Panayırlar, genellikle kasabalarda belli zamanlarda kurulan, çeşitli geleneksel özellikleri yanında sergi özelliği de bulunan, geniş çaplı eşya ya da hayvan pazarı olarak tanımlanmakta.

Önceki akşam Trabzon Stadı’nda oynan maçın sonrasında yaşananlar tam olarak bu tanıma uyuyor. Futbolcuların can güvenliklerini sağlamak için kendilerinin mücadele ettiği bir gece yaşandı. Aylardır pompalanan şiddet unsuru dün ayyuka çıktı. Bir polis bile gidip futbolcuya vuruyor. Bir şehrin, bir takımı 3. defa katletme çabasıydı yaşananlar.

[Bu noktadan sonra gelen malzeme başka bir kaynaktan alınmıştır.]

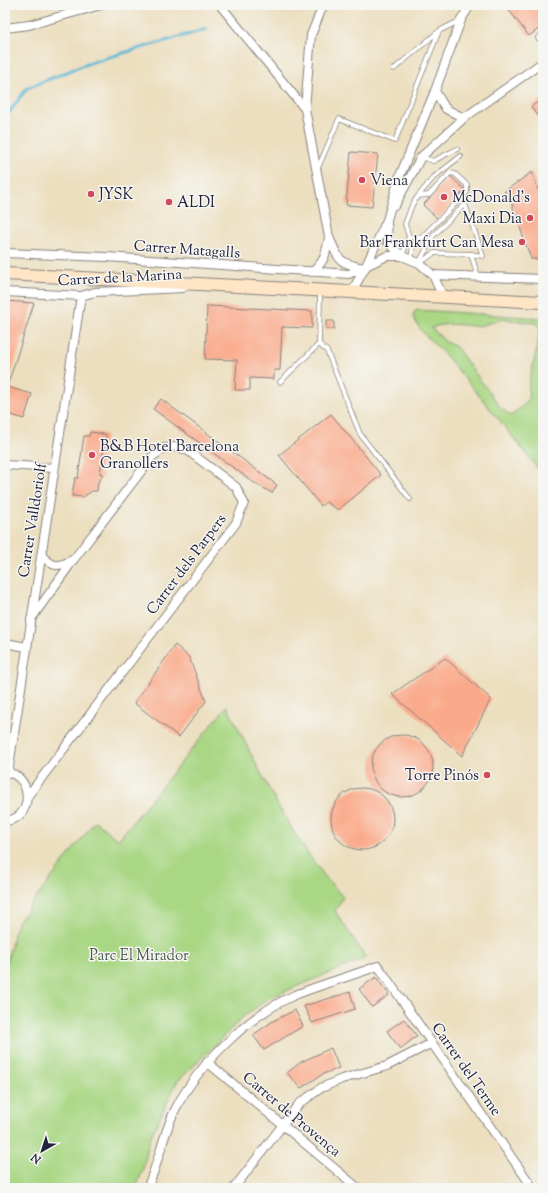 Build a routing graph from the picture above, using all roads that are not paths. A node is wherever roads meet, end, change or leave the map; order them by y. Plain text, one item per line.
1 (101, 5) edge
2 (220, 5) edge
3 (470, 5) edge
4 (321, 6) edge
5 (461, 20) junction
6 (5, 28) edge
7 (439, 31) junction
8 (543, 34) edge
9 (538, 38) dead end
10 (543, 62) edge
11 (394, 69) dead end
12 (435, 91) junction
13 (304, 109) junction
14 (464, 118) junction
15 (457, 149) dead end
16 (461, 156) dead end
17 (421, 157) junction
18 (317, 170) junction
19 (418, 196) junction
20 (387, 220) junction
21 (329, 237) junction
22 (409, 237) junction
23 (423, 238) junction
24 (5, 253) edge
25 (471, 254) junction
26 (402, 256) junction
27 (411, 259) junction
28 (420, 263) junction
29 (365, 268) junction
30 (312, 272) junction
31 (5, 274) edge
32 (433, 275) junction
33 (478, 277) junction
34 (543, 279) edge
35 (212, 284) junction
36 (320, 290) junction
37 (5, 292) edge
38 (352, 293) junction
39 (81, 296) junction
40 (443, 297) junction
41 (543, 302) edge
42 (319, 344) junction
43 (280, 382) dead end
44 (5, 465) edge
45 (54, 468) junction
46 (410, 499) dead end
47 (41, 555) junction
48 (74, 559) junction
49 (32, 619) junction
50 (5, 643) edge
51 (27, 647) junction
52 (6, 773) edge
53 (27, 797) junction
54 (5, 821) edge
55 (432, 1042) junction
56 (207, 1062) junction
57 (283, 1125) junction
58 (147, 1188) edge
59 (234, 1188) edge
60 (357, 1188) edge
61 (533, 1188) edge

1 - 6 street
2 - 13 street
3 - 5 street
4 - 13 street
5 - 7 lane
5 - 12 street
7 - 11 lane
7 - 18 lane
8 - 9 lane
10 - 14 street
12 - 14 street
12 - 20 street
13 - 18 street
14 - 17 street
15 - 17 lane
16 - 19 lane
17 - 20 street
18 - 21 street
19 - 22 lane
19 - 23 lane
20 - 26 street
20 - 29 street
21 - 29 street
21 - 30 street
22 - 23 lane
22 - 26 lane
23 - 27 lane
24 - 30 street, Carrer Matagalls
25 - 28 lane
25 - 28 lane
25 - 33 lane
26 - 27 street, Carrer Matagalls
26 - 29 street, Carrer Matagalls
27 - 28 street, Carrer Matagalls
28 - 32 street, Carrer Matagalls
29 - 30 street, Carrer Matagalls
29 - 38 street
31 - 35 street
32 - 33 street
32 - 40 street, Carrer Matagalls
33 - 34 street
35 - 36 street
35 - 39 street, Carrer de la Marina
36 - 38 street
36 - 42 lane
37 - 39 street, Carrer de la Marina
38 - 40 street
39 - 45 street, Carrer Valldoriolf
40 - 41 street
42 - 43 lane
42 - 46 lane
44 - 45 street
45 - 47 street, Carrer Valldoriolf
47 - 48 street
47 - 49 street, Carrer Valldoriolf
48 - 49 street, Carrer dels Parpers
48 - 53 street, Carrer dels Parpers
49 - 51 street, Carrer Valldoriolf
50 - 51 street
51 - 52 street, Carrer Valldoriolf
52 - 53 street
53 - 54 street, Carrer dels Parpers
55 - 56 street, Carrer del Terme
55 - 57 street
55 - 61 street, Carrer del Terme
56 - 57 street, Carrer de Provença
56 - 58 street
57 - 59 street
57 - 60 street, Carrer de Provença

Maçtan önce “Çıtır hasarlı” yazısıyla camına kurşun yemiş otobüs pankartı asanlar, maçtan sonra elindeki silahlarla havaalanı baskınına çağrı yaptı. Memleketlerine çöken Araplardan rahatsızlık duymayanlar, ülkenin tek Avrupa temsilcisinden rahatsızlık duydu.

Maç sakince başlamış, dostluk içinde devam ederken ilk yarı bitti. İkinci yarıda ise organize bir kötülük tribünlere çöktü sanki. Her çizgide 100 pet bardak fırlatıldı. Sahaya meşaleler atıldı. 2. yarı tam bir cinnet havasıyla geçti. Maç sonunda da malum.

Pasolig ile girilen maçta, başkasının kartını kullanarak girenler mi ararsınız? Maça bıçak, kelebek ve patlayıcı sokanlar mı ararsınız belli değil. Her Trabzon-Fener maçında olan gerginlikten farklıydı bu seneki. Halbuki 3-4 hafta önce 5 tane yiyip horon teptiler sahalarında. Plakayı yazıyordu adamlar bunların umurlarında değildi. Şimdi mi geldi aklınıza?

Peki, o taraftarları aramadan içeriye sokan ve aynı zamanda rakip futbolcuya gelip saldıran polise veya güvenlik güçlerine ne demeli? Sen devlet memurusun arkadaşım. Oraya taraftar olarak gideceksen üniformanı çıkarıp gideceksin. Gidemiyorsan da şanlı devletimizin üniformasıyla magandalık yapmayacaksın. Çünkü üzerindeki üniforma sadece seni değil, tüm kahraman polislerimizi temsil etmekte.

Gelelim güvenlik önlemlerine. Olayların çıkışından itibaren yaklaşık 4 dakika organize bir şekilde müdahale edilemedi. Ya da düşünmek bile istemiyorum ama müdahale edilmek istenmedi. Çünkü orada atılan kurşunun failleri hala meçhul. Dün sahaya giren kesici alet taşıyan magandanın düşürdüğü bıçağı bir kulüp yetkilisi yerden alıp gidiyor. Üstünü örtmek için mi, ceza almamak için mi bilemiyoruz.

Diyeceğim o ki bizim ülkemizle alakası olmasa da aşağıdaki durum umarım gerçekleşmez,

Başarısız devlet, toplumu yönetebilme yeteneğini yitirmiş, yasal üstünlüğünü korurken, siyasi olarak, hukuken ve sivil toplumda çökmeler yaşayarak anarşi durumuna gelir.

Bu doğrultuda düşünce suçluları hapisteyken, mafya ve çetelerin serbestçe dolaşabildiği, yargısı taşrada yetişmiş bir avuç badem bıyıklı varoşun elinde oyuncak olmuş, ordusu tarikatçıların yuvası haline gelmiş, oturup kalkmasını bilmeyen ve iki kelimeyi bir araya getiremeyen kriminal tiplere bulaşmaktansa sosyal medyada tweet atanlara bulaşan kolluk kuvvetleri, bir baltaya sap olamayınca başkentteki dayısı vasıtasıyla polis olan cahillerden oluşan güruh, otoritenin her işe el atmasından sonra gücünün sadece muhalif ve aydınlara yetmesiyle bu süreçler ortaya çıkıyor.

Neyse ki yukarıda belirttiğim hiçbir şey bizim ülkemize ait değil. O ülke vatandaşlarının vay haline!